• Exercise data:
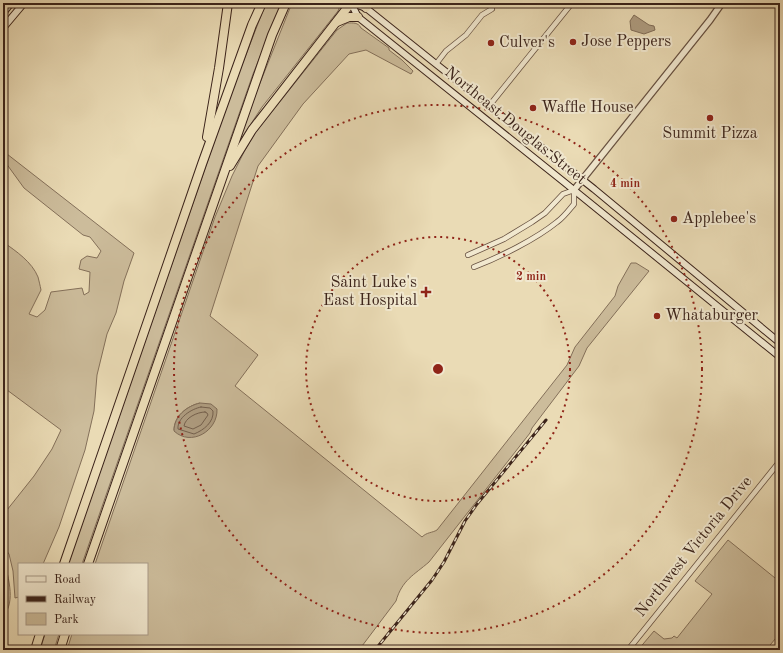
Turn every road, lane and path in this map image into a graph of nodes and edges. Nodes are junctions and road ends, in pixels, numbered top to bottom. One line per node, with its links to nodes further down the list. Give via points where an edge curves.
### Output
1 (11, 3): 11 (main road)
2 (24, 3): 14 (main road)
3 (228, 3): 17 (highway, via 217,84)
4 (262, 3): 17 (highway)
5 (286, 3): 20 (highway)
6 (351, 3): 9 (main road, Northeast Douglas Street); 12 (main road, Northeast Douglas Street); 13 (highway)
7 (572, 3): 16 (street)
8 (722, 3): 18 (street)
9 (365, 5): 15 (main road, Northeast Douglas Street)
10 (492, 9): 15 (street, via 482,15 466,35 446,51)
11 (3, 13)
12 (358, 17): 13 (highway, via 349,17); 19 (main road, Northeast Douglas Street)
13 (335, 23): 20 (highway, via 252,130)
14 (3, 28)
15 (436, 64): 16 (main road, Northeast Douglas Street)
16 (489, 106): 18 (main road, Northeast Douglas Street)
17 (202, 164): 26 (highway)
18 (582, 180): 19 (street); 23 (main road, Northeast Douglas Street)
19 (574, 190): 21 (street, via 563,194 545,213 504,239); 22 (street, via 574,204 559,221 534,237); 24 (main road, Northeast Douglas Street)
20 (214, 199): 27 (highway)
21 (468, 254)
22 (474, 267)
23 (780, 343)
24 (780, 357)
25 (780, 461): 32 (street, Northwest Victoria Drive)
26 (64, 563)
27 (88, 563)
28 (40, 635): 30 (highway)
29 (65, 635): 31 (highway)
30 (35, 650)
31 (60, 650)
32 (628, 650)

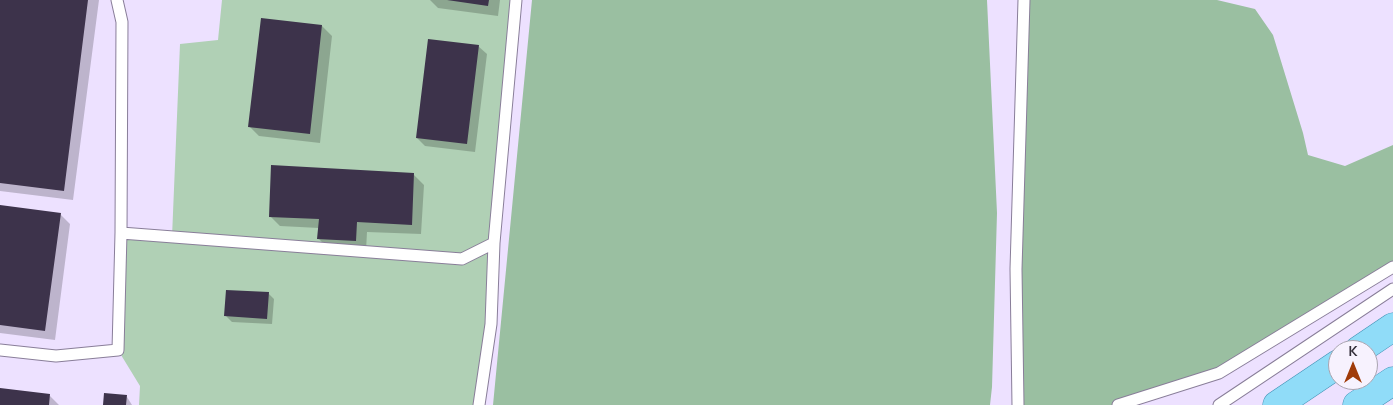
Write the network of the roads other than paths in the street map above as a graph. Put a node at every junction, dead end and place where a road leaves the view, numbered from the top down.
1 (117, 0) edge
2 (516, 0) edge
3 (1024, 0) edge
4 (121, 233) junction
5 (494, 243) junction
6 (1393, 267) edge
7 (1393, 288) edge
8 (1393, 327) edge
9 (1373, 340) edge
10 (0, 350) edge
11 (1328, 371) edge
12 (1393, 381) edge
13 (479, 405) edge
14 (1018, 405) edge
15 (1118, 405) edge
16 (1219, 405) edge
17 (1278, 405) edge
18 (1357, 405) edge

1 - 4 lane
2 - 5 lane
3 - 14 lane
4 - 5 lane
4 - 10 lane
5 - 13 lane
6 - 15 lane
7 - 16 lane
8 - 9 main road
11 - 17 main road
12 - 18 main road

• What you will do:
What you return must match the records line for line, with the pictures left out.

• Output of the task:
Turn every road, lane and path in this map image into a graph of nodes and edges. Nodes are junctions and road ends, in pixels, numbered top to bottom. One line per node, with its links to nodes further down the list. Give via points where an edge curves.
### Output
1 (11, 3): 11 (main road)
2 (24, 3): 14 (main road)
3 (228, 3): 17 (highway, via 217,84)
4 (262, 3): 17 (highway)
5 (286, 3): 20 (highway)
6 (351, 3): 9 (main road, Northeast Douglas Street); 12 (main road, Northeast Douglas Street); 13 (highway)
7 (572, 3): 16 (street)
8 (722, 3): 18 (street)
9 (365, 5): 15 (main road, Northeast Douglas Street)
10 (492, 9): 15 (street, via 482,15 466,35 446,51)
11 (3, 13)
12 (358, 17): 13 (highway, via 349,17); 19 (main road, Northeast Douglas Street)
13 (335, 23): 20 (highway, via 252,130)
14 (3, 28)
15 (436, 64): 16 (main road, Northeast Douglas Street)
16 (489, 106): 18 (main road, Northeast Douglas Street)
17 (202, 164): 26 (highway)
18 (582, 180): 19 (street); 23 (main road, Northeast Douglas Street)
19 (574, 190): 21 (street, via 563,194 545,213 504,239); 22 (street, via 574,204 559,221 534,237); 24 (main road, Northeast Douglas Street)
20 (214, 199): 27 (highway)
21 (468, 254)
22 (474, 267)
23 (780, 343)
24 (780, 357)
25 (780, 461): 32 (street, Northwest Victoria Drive)
26 (64, 563)
27 (88, 563)
28 (40, 635): 30 (highway)
29 (65, 635): 31 (highway)
30 (35, 650)
31 (60, 650)
32 (628, 650)

Write the network of the roads other than paths in the street map above as a graph. Put a node at every junction, dead end and place where a road leaves the view, numbered from the top down.
1 (117, 0) edge
2 (516, 0) edge
3 (1024, 0) edge
4 (121, 233) junction
5 (494, 243) junction
6 (1393, 267) edge
7 (1393, 288) edge
8 (1393, 327) edge
9 (1373, 340) edge
10 (0, 350) edge
11 (1328, 371) edge
12 (1393, 381) edge
13 (479, 405) edge
14 (1018, 405) edge
15 (1118, 405) edge
16 (1219, 405) edge
17 (1278, 405) edge
18 (1357, 405) edge

1 - 4 lane
2 - 5 lane
3 - 14 lane
4 - 5 lane
4 - 10 lane
5 - 13 lane
6 - 15 lane
7 - 16 lane
8 - 9 main road
11 - 17 main road
12 - 18 main road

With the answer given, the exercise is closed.